■ WORK TO COMPLETE
What you return should be each line of the data containing the string "path".

Collected data entries
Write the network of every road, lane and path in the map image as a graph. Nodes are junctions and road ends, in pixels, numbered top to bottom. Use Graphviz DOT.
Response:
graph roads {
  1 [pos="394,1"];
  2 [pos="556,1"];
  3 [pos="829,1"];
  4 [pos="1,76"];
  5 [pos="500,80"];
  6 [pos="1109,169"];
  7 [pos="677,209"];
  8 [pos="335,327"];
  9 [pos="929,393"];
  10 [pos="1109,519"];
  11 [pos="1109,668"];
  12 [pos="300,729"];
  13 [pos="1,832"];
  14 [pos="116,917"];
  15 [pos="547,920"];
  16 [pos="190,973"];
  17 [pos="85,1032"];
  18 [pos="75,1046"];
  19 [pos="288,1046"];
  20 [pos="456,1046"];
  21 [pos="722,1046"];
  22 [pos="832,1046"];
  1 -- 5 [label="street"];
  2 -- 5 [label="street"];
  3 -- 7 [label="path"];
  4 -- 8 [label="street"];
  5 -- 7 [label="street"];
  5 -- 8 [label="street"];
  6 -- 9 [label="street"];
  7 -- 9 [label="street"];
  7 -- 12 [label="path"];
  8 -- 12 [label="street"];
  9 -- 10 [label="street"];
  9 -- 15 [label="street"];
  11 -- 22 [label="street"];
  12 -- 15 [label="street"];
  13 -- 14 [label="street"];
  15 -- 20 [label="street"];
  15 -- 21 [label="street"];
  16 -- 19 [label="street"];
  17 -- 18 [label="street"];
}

■ RESPONSE TO THE EXERCISE
Write the network of every road, lane and path in the map image as a graph. Nodes are junctions and road ends, in pixels, numbered top to bottom. Use Graphviz DOT.
  3 -- 7 [label="path"];
  7 -- 12 [label="path"];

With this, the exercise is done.